● What the exercise asks
Return the lines below exactly, from the first line to the line that contains "thumb tip: (442, 446)". Leave out pictures.

::::

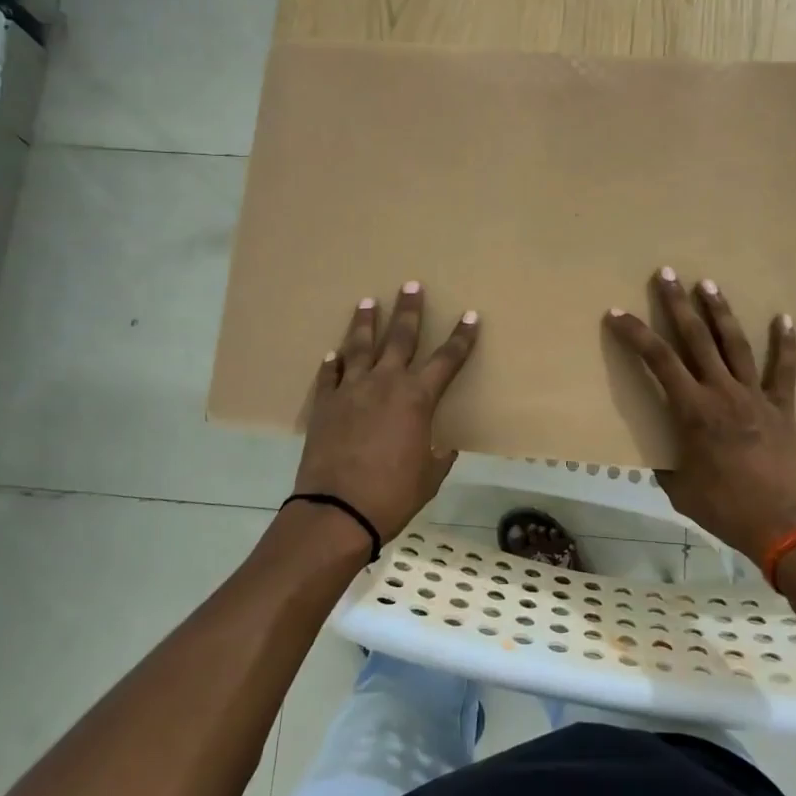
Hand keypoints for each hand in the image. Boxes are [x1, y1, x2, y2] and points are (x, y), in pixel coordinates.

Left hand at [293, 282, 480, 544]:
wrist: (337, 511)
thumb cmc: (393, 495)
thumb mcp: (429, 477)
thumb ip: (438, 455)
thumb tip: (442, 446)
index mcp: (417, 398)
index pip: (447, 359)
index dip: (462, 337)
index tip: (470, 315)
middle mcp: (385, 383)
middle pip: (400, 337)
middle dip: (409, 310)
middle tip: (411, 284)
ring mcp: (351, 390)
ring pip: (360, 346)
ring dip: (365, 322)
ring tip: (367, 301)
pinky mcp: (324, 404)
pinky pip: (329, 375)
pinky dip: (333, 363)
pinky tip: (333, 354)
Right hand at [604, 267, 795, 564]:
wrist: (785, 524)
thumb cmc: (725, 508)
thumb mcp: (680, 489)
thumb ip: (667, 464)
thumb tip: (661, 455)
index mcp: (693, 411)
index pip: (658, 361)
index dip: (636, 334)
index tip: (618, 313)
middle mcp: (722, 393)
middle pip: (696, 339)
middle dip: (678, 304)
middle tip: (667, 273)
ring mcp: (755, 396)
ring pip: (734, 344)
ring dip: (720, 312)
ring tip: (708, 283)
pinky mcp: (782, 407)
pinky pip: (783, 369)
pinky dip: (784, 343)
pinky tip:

::::

● Response to this task
Hand keypoints for each hand in the image. Boxes are [x1, y1, x2, y2] and points are (x, y), in pixel coordinates.

Left hand at [293, 282, 480, 544]:
wrist: (337, 511)
thumb cmc: (393, 495)
thumb mcp: (429, 477)
thumb ip: (438, 455)
thumb tip: (442, 446)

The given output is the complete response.